Just then Frodo gave a shout of dismay as most of the toilet roll unravelled from his hands, trailing onto the floor.

"Oh jeeze, c'mon guys! If we have to be stuck in the medieval era you can at least allow me clean loo roll for as long as possible! Get off!" Zoe yanked the roll out of Frodo's hand, shooed Pippin away from their things, and carefully rolled the precious commodity back up. She sat back down with a thump, absent-mindedly stroking the soft material while scowling at the ground.

"Ok yeah, maybe this wasn't the best time to sort out our bags..." Ari said, with a sigh. After their second day of hours of unvarying walking, or trudging in some cases, Ari's suggestion of doing an inventory was hardly a welcome one. Especially when the rest of the gang became unutterably inquisitive about the various devices and materials they were unpacking.

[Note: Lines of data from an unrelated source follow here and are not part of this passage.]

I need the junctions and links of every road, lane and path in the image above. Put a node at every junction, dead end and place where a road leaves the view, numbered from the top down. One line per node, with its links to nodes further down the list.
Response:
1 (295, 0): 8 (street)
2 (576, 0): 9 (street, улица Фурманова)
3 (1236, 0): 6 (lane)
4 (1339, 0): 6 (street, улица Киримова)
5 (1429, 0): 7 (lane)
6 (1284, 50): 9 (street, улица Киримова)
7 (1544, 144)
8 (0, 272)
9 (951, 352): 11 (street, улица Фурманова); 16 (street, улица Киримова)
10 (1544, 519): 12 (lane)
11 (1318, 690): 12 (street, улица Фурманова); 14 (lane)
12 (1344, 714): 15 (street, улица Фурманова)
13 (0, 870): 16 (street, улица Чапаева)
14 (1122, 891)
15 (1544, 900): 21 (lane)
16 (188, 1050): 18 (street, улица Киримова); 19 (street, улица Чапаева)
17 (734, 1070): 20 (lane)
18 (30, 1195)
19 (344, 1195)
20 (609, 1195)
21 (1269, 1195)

"The best time was never. Little hellions." Zoe remarked, placing the roll back into the bottom of the bag – her bag this time – and looking over the piles of their tangled belongings. Everything was such a mess!

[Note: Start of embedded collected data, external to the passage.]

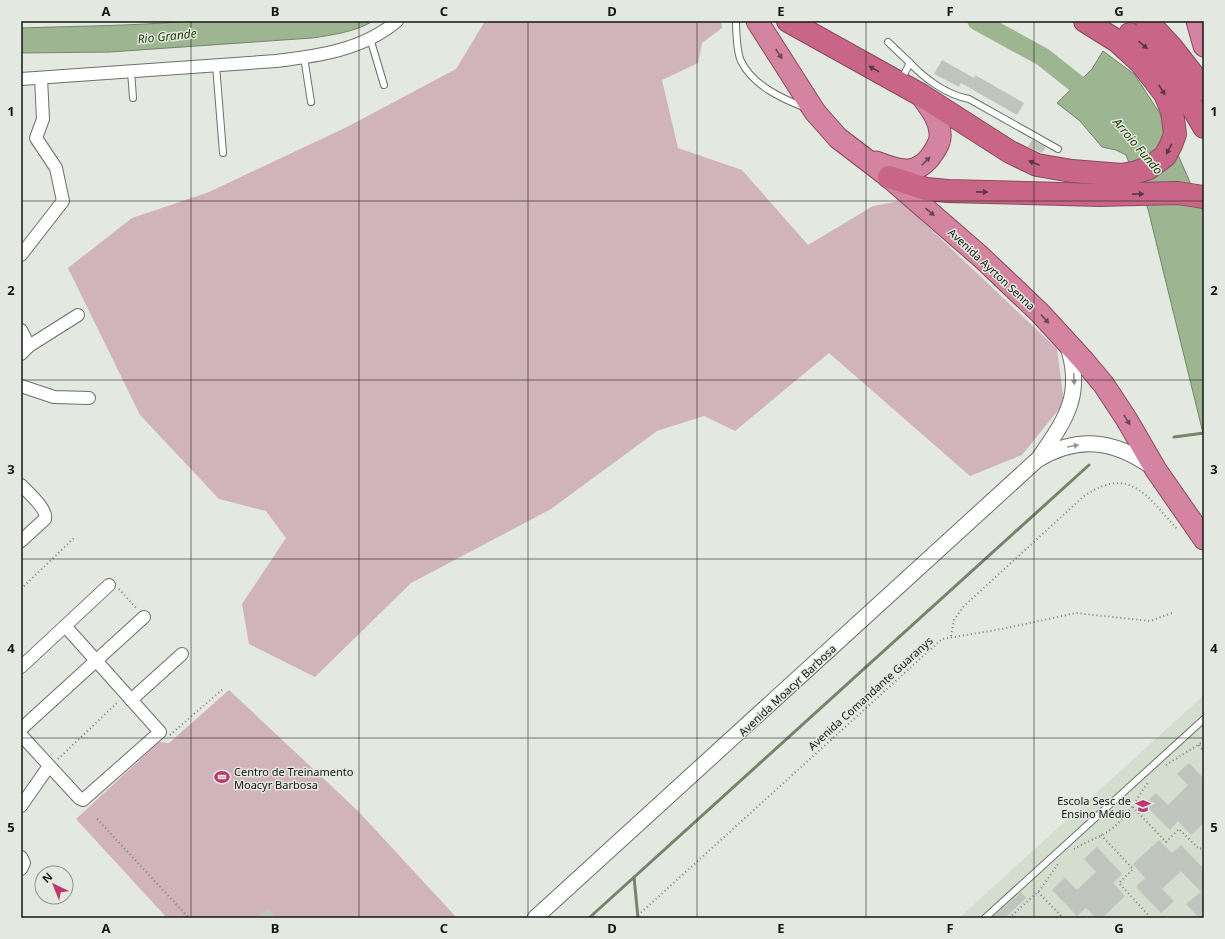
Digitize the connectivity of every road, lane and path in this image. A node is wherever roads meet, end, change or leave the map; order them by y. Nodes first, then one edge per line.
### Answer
1 (397, 21) edge
2 (736, 21) edge
3 (757, 21) edge
4 (788, 21) edge
5 (1085, 21) edge
6 (1112, 21) edge
7 (1146, 21) edge
8 (1157, 21) edge
9 (370, 38) junction
10 (888, 42) dead end
11 (1172, 48) junction
12 (304, 58) junction
13 (910, 63) junction
14 (216, 65) junction
15 (131, 71) junction
16 (41, 78) junction
17 (21, 80) edge
18 (899, 83) junction
19 (384, 85) dead end
20 (1204, 89) edge
21 (921, 95) junction
22 (133, 98) dead end
23 (312, 102) dead end
24 (815, 112) junction
25 (1204, 127) edge
26 (1058, 149) dead end
27 (223, 153) dead end
28 (864, 158) junction
29 (889, 177) junction
30 (1204, 197) edge
31 (26, 243) edge
32 (21, 255) edge
33 (78, 315) dead end
34 (21, 330) edge
35 (1066, 341) junction
36 (25, 350) edge
37 (21, 386) edge
38 (89, 398) dead end
39 (1037, 460) junction
40 (1156, 470) junction
41 (21, 485) edge
42 (1182, 535) dead end
43 (75, 537) dead end
44 (1204, 539) edge
45 (21, 541) edge
46 (109, 585) joint
47 (21, 589) edge
48 (1172, 613) dead end
49 (144, 617) joint
50 (66, 627) junction
51 (950, 636) junction
52 (182, 654) dead end
53 (96, 660) junction
54 (21, 667) edge
55 (224, 688) dead end
56 (129, 697) junction
57 (1204, 719) edge
58 (1198, 724) junction
59 (1204, 729) edge
60 (21, 730) edge
61 (160, 732) junction
62 (21, 735) edge
63 (1204, 741) edge
64 (1198, 745) junction
65 (1204, 752) edge
66 (49, 766) junction
67 (1162, 768) dead end
68 (1153, 776) dead end
69 (21, 806) edge
70 (1133, 807) junction
71 (97, 819) dead end
72 (1101, 835) junction
73 (1204, 848) edge
74 (1072, 850) dead end
75 (21, 857) edge
76 (1062, 860) dead end
77 (21, 869) edge
78 (1038, 892) junction
79 (189, 918) edge
80 (536, 918) edge
81 (635, 918) edge
82 (985, 918) edge
83 (1009, 918) edge
84 (1063, 918) edge
85 (1152, 918) edge

1 - 9 street
2 - 24 lane
3 -> 24 highway, Avenida Ayrton Senna
18 -> 4 highway
5 -> 21 highway
6 -> 25 highway
7 - 11 highway
8 - 11 highway
9 - 12 street
9 - 19 lane
10 - 13 lane
11 - 20 highway
12 - 14 street
12 - 23 lane
13 - 18 lane
13 - 26 lane
14 - 15 street
14 - 27 lane
15 - 16 street
15 - 22 lane
16 - 17 street
16 - 31 street
18 - 21 highway
28 -> 21 highway
24 - 28 highway, Avenida Ayrton Senna
28 - 29 highway, Avenida Ayrton Senna
29 -> 30 highway
29 -> 35 highway, Avenida Ayrton Senna
31 - 32 street
33 - 36 street
34 - 36 street
35 -> 39 street, Avenida Moacyr Barbosa
35 -> 40 highway, Avenida Ayrton Senna
37 - 38 street
39 -> 40 street, Avenida Moacyr Barbosa
39 - 80 street, Avenida Moacyr Barbosa
40 - 44 highway, Avenida Ayrton Senna
41 - 45 street
42 - 51 path
43 - 47 path
46 - 49 path
46 - 50 street
48 - 51 path, Avenida Comandante Guaranys
49 - 53 street
50 - 53 street
50 - 54 street
51 - 81 path, Avenida Comandante Guaranys
52 - 56 street
53 - 56 street
53 - 60 street
55 - 61 path
56 - 61 street
56 - 66 path
57 - 58 lane
58 - 59 lane
58 - 82 lane
61 - 66 street
62 - 66 street
63 - 64 path
64 - 65 path
64 - 67 path
66 - 69 street
68 - 70 path
70 - 72 path
70 - 73 path
71 - 79 path
72 - 74 path
72 - 85 path
75 - 77 street
76 - 78 path
78 - 83 path
78 - 84 path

"But I wanted to find my tweezers - I've got a splinter the size of a fricking tree in my finger."

"Put super glue on it." Zoe mumbled absent-mindedly, now concentrating on untangling the pair of tights that had decided to become better acquainted with a bra, pendant necklace, her hairbrush - that was going to leave holes, damn it! - and her laciest pair of knickers, in the chaos on the ground.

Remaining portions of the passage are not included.